LinkedInAttic / Cubert

Fast and efficient batch computation engine for complex analysis and reporting of massive datasets on Hadoop
http://linkedin.github.io/Cubert/
Apache License 2.0
246 stars 61 forks source link

JOIN Operator failed to parse #7

Closed OopsOutOfMemory closed 9 years ago

OopsOutOfMemory commented 9 years ago

Hi, @mparkhe Would you like to give an example for a join operator. I follow the document in http://linkedin.github.io/Cubert/operators/join.html but seems not work.

JOB "Join count words"
    REDUCERS 5;
    MAP {
        a = LOAD "/cubert/words.txt" USING TEXT("schema": "STRING word");
    }

    MAP {
        b = LOAD "/cubert/words.txt" USING TEXT("schema": "STRING word");
    }

    test_joined = HASH-JOIN a BY word, b BY word;

    STORE test_joined INTO "/cubert/woud_count/join_output" USING TEXT();
END

shengli-mac$ cubert join.cmr Using HADOOP_CLASSPATH=:/Users/shengli/git_repos/cubert/release/lib/* line 13:9 mismatched input '=' expecting {'.', ID} line 13:23 mismatched input 'BY' expecting '{'

Cannot parse cubert script. Exiting. PROGRAM "Join Word Count";

Cannot compile cubert script. Exiting. Exception in thread "main" java.text.ParseException at com.linkedin.cubert.plan.physical.PhysicalParser.parsingTask(PhysicalParser.java:197) at com.linkedin.cubert.plan.physical.PhysicalParser.parseInputStream(PhysicalParser.java:161) at com.linkedin.cubert.plan.physical.PhysicalParser.parseProgram(PhysicalParser.java:156) at com.linkedin.cubert.ScriptExecutor.compile(ScriptExecutor.java:304) at com.linkedin.cubert.ScriptExecutor.main(ScriptExecutor.java:523) at sun.reflect.NativeMethodAccessorImpl.invoke0(Native Method) at sun.reflect.NativeMethodAccessorImpl.invoke(NativeMethodAccessorImpl.java:57) at sun.reflect.DelegatingMethodAccessorImpl.invoke(DelegatingMethodAccessorImpl.java:43) at java.lang.reflect.Method.invoke(Method.java:606) at org.apache.hadoop.util.RunJar.main(RunJar.java:212)
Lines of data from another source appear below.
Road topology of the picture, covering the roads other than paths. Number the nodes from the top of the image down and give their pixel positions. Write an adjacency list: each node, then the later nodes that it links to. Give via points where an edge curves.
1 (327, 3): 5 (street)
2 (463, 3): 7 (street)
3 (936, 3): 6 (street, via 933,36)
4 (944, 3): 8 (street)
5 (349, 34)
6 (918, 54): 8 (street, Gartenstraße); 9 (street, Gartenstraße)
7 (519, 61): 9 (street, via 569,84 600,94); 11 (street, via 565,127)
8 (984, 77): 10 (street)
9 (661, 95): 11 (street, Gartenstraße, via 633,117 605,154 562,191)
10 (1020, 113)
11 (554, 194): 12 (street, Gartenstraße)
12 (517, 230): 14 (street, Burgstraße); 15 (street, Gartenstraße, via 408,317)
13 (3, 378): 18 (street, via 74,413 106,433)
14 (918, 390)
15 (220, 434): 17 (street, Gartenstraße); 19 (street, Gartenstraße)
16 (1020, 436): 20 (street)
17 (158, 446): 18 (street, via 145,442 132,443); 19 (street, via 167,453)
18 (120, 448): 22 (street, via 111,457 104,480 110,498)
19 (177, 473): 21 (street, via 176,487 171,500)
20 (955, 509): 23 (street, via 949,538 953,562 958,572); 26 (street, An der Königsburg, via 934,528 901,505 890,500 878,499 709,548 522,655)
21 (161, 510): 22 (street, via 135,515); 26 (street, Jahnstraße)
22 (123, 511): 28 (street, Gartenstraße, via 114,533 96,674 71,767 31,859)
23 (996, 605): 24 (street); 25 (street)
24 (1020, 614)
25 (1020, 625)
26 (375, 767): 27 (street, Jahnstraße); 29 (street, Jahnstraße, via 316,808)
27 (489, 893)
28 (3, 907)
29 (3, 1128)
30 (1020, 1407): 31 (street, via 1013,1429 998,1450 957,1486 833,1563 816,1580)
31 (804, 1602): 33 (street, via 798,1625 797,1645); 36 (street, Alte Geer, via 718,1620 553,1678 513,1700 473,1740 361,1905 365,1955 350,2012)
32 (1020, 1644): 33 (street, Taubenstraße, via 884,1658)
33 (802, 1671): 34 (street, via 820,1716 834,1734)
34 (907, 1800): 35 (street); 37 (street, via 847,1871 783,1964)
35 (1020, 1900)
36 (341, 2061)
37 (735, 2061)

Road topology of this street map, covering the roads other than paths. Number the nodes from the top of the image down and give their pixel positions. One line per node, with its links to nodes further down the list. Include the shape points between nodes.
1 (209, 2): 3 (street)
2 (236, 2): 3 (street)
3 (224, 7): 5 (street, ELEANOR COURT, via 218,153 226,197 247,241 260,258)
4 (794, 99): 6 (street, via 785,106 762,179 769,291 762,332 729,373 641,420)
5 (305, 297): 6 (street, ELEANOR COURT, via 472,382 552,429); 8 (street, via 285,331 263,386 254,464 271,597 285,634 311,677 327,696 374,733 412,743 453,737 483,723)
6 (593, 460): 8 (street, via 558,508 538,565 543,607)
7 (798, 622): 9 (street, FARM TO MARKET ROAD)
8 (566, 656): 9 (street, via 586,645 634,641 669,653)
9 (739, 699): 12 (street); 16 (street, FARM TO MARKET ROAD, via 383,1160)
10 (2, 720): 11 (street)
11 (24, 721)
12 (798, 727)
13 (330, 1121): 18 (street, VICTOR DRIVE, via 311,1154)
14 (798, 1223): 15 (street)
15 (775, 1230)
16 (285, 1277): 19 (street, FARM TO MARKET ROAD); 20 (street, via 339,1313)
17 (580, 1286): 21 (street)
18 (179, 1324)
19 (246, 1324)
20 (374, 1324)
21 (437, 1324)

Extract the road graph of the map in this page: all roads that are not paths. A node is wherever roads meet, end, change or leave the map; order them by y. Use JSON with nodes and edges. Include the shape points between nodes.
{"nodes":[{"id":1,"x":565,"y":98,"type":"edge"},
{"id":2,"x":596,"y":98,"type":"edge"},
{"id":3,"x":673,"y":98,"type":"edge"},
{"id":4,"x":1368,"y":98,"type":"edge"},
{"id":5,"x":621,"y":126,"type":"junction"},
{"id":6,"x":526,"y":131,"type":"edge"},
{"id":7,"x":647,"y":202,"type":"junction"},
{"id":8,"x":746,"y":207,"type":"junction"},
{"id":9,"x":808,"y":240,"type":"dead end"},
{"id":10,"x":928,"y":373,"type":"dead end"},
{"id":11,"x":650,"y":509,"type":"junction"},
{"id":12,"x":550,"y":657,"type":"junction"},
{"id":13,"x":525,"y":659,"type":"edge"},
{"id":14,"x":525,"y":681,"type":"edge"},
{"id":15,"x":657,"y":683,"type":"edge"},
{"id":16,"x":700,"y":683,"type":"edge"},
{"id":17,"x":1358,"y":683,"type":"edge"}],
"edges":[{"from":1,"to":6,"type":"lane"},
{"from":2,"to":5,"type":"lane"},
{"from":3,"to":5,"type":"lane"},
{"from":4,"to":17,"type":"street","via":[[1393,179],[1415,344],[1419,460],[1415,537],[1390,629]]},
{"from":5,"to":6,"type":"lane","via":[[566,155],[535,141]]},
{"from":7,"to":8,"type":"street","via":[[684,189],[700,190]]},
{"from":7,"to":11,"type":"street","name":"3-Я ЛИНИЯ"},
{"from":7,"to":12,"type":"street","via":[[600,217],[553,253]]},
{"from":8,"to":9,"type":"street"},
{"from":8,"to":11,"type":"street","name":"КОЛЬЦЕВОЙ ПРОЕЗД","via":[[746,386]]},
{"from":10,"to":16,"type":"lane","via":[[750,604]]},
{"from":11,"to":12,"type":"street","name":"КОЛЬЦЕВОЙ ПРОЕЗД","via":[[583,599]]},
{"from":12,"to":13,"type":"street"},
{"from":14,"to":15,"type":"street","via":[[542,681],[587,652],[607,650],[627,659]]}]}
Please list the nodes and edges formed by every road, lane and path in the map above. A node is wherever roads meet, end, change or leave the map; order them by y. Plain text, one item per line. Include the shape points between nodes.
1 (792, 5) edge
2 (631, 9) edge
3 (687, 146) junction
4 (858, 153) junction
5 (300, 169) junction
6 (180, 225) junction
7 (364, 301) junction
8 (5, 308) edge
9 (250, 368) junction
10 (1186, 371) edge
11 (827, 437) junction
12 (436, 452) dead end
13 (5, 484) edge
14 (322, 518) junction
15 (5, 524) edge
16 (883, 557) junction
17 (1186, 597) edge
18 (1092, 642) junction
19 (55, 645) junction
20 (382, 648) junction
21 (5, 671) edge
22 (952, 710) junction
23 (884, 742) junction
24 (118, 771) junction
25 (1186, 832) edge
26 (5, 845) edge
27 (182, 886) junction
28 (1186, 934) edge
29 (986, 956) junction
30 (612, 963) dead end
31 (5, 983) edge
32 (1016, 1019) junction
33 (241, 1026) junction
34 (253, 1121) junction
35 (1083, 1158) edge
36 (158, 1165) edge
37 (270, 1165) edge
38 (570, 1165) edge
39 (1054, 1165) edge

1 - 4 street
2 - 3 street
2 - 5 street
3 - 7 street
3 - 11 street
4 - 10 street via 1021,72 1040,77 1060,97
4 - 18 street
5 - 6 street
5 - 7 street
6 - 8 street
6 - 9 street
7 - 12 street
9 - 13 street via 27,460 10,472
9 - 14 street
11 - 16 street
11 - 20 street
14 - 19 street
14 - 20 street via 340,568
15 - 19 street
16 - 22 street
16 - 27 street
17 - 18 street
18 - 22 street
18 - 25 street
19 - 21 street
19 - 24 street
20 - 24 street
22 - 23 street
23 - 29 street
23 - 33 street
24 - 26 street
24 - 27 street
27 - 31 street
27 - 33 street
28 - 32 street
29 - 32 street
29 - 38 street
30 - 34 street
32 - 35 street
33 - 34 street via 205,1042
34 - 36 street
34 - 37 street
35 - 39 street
suvodeep-pyne commented 9 years ago

@shengli

You are using a multimap. This kind of performs an implicit UNION. The final output from each multimap should have the same name for it to compile. Also, you are missing a Reduce Phase and you have 5 reducers. Plus you need to mention the SHUFFLE phase as well. However, in this case I think you are trying to do a join here? That can be done in a single MAP block.

I haven't tested the following code give it a shot and let me know if that works.

JOB "Join count words" REDUCERS 5; MAP { a = LOAD "/cubert/words.txt" USING TEXT("schema": "STRING word");

b = LOAD-CACHED "/cubert/words.txt" USING TEXT("schema": "STRING word");

test_joined = HASH-JOIN a BY word, b BY word;

} STORE test_joined INTO "/cubert/woud_count/join_output" USING TEXT(); END

Regards Suvodeep

On Tue, Jun 23, 2015 at 1:11 AM, Sheng, Li notifications@github.com wrote:

Hi, @mparkhe https://github.com/mparkhe Would you like to give an example for a join operator. I follow the document in http://linkedin.github.io/Cubert/operators/join.html but seems not work.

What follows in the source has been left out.